Quality vs Value: How does Government evaluate tenders?

Does the lowest bidder always win the tender?

22 Jul 2017
The Singapore Government has a one-stop e-procurement portal named GeBIZ
The Singapore Government has a one-stop e-procurement portal named GeBIZ — short for Government Electronic Business (GeBIZ). The GeBIZ portal provides suppliers with equal opportunities to participate in the public sector’s Invitations To Quote or Tender.

How does the Government ensure that procurement is as fair as possible? We bust three myths about GeBIZ.

Myth 1: SMEs are disadvantaged when bidding for Government contracts

Government procurements are guided by the principles of transparency, open and fair competition, and value-for-money. Government agencies are expected to evaluate all bids submitted by eligible suppliers fairly, regardless of the size of the firm. Agencies also try to ensure that tenders are appropriately sized to give all suppliers – including SMEs – a chance to compete for them.

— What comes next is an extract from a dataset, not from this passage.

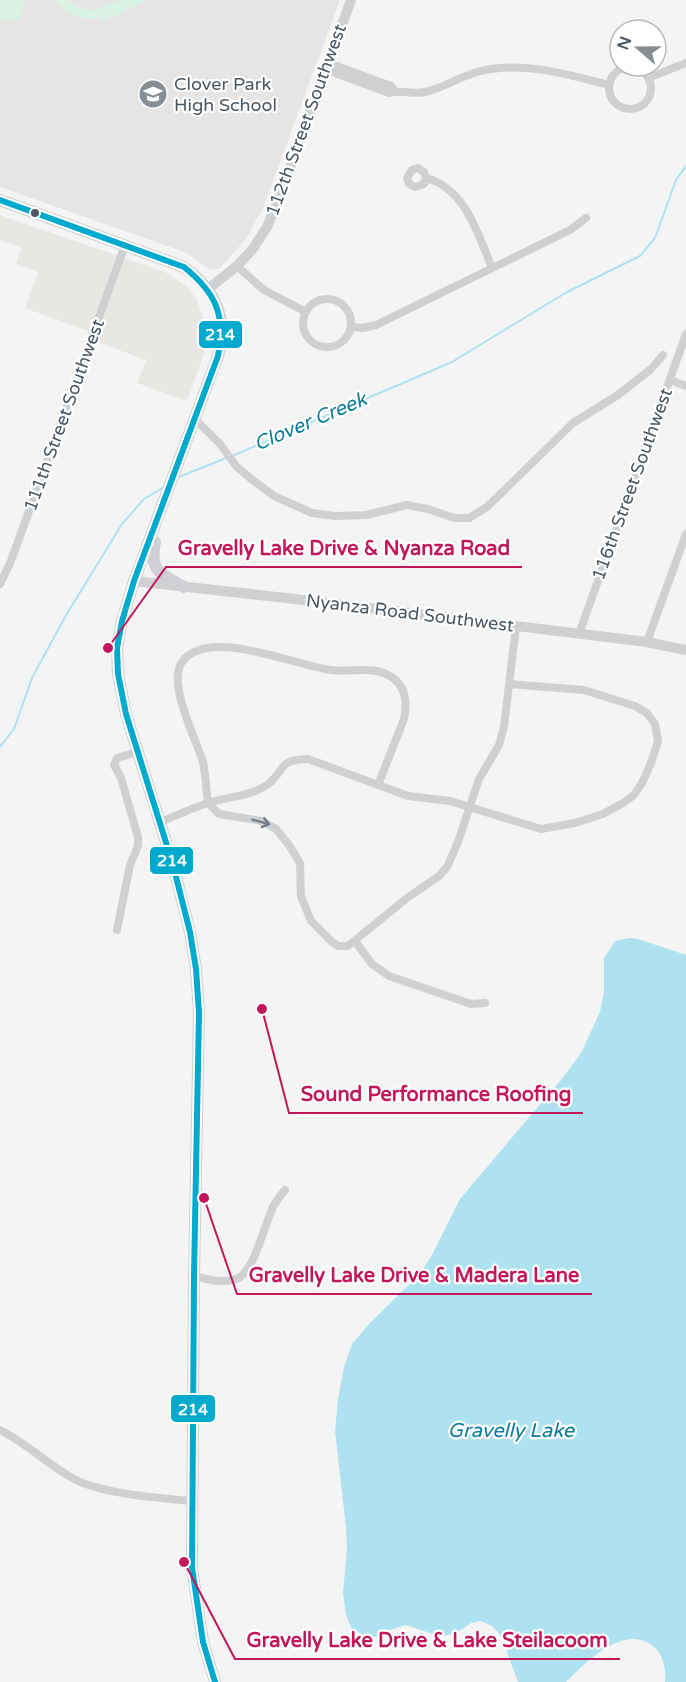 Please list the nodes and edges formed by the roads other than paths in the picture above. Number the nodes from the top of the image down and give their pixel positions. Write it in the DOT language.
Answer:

SMEs have been reasonably successful in securing Government contracts under the open procurement system. Data from the Ministry of Finance shows that SMEs have captured more than 50% of total Government contract value and around 80% of all Government contracts. More than 40% of total contracts were won by companies with revenue of less than S$10 million.

Myth 2: The lowest bidder always wins

This is not true. While suppliers’ bids are evaluated on their value for money, it does not mean contracts are always awarded to the lowest quote.

While price is a key consideration in evaluation, Government agencies check if bids have complied with all the requirements in the tender specifications, as well as evaluate other factors such as quality of the goods and services, timeliness in delivery, reliability, and after-sales support.

Roughly half of all procurements are not awarded to the lowest quote.

Myth 3: The Government always favours local companies

As Singapore is a signatory to the World Trade Organization Agreement on Government Procurement, as well as a number of free trade agreements, the Government is obliged to be non-discriminatory in our procurement practices.

So where procurements are covered under these agreements, the Government cannot discriminate in favour of or against local companies, and other countries who have similar agreements with us cannot discriminate against Singapore companies.